▸ YOUR INSTRUCTIONS
Every line of the data below should be retyped exactly.

[Stored items]
+--

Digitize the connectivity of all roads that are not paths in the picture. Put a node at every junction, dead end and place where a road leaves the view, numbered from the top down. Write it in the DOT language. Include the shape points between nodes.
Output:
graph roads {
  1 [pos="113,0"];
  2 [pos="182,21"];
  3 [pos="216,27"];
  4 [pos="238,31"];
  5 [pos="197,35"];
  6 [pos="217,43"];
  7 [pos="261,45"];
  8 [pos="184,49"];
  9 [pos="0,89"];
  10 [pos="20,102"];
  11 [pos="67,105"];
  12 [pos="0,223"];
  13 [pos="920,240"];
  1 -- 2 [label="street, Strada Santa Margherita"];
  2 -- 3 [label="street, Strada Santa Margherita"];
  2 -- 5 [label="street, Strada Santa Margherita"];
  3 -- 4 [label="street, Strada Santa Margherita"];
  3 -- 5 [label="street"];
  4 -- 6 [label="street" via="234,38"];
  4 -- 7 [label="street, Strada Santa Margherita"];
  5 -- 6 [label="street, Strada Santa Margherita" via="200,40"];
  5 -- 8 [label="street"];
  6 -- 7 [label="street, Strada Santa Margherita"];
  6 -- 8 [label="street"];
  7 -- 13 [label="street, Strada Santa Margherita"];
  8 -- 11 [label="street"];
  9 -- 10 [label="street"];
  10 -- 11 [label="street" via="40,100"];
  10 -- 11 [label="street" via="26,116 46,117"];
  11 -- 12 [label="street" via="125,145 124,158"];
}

+--

▸ ANSWER FOR THIS EXERCISE
Digitize the connectivity of all roads that are not paths in the picture. Put a node at every junction, dead end and place where a road leaves the view, numbered from the top down. Write it in the DOT language. Include the shape points between nodes.
Output:
graph roads {
  1 [pos="113,0"];
  2 [pos="182,21"];
  3 [pos="216,27"];
  4 [pos="238,31"];
  5 [pos="197,35"];
  6 [pos="217,43"];
  7 [pos="261,45"];
  8 [pos="184,49"];
  9 [pos="0,89"];
  10 [pos="20,102"];
  11 [pos="67,105"];
  12 [pos="0,223"];
  13 [pos="920,240"];
  1 -- 2 [label="street, Strada Santa Margherita"];
  2 -- 3 [label="street, Strada Santa Margherita"];
  2 -- 5 [label="street, Strada Santa Margherita"];
  3 -- 4 [label="street, Strada Santa Margherita"];
  3 -- 5 [label="street"];
  4 -- 6 [label="street" via="234,38"];
  4 -- 7 [label="street, Strada Santa Margherita"];
  5 -- 6 [label="street, Strada Santa Margherita" via="200,40"];
  5 -- 8 [label="street"];
  6 -- 7 [label="street, Strada Santa Margherita"];
  6 -- 8 [label="street"];
  7 -- 13 [label="street, Strada Santa Margherita"];
  8 -- 11 [label="street"];
  9 -- 10 [label="street"];
  10 -- 11 [label="street" via="40,100"];
  10 -- 11 [label="street" via="26,116 46,117"];
  11 -- 12 [label="street" via="125,145 124,158"];
}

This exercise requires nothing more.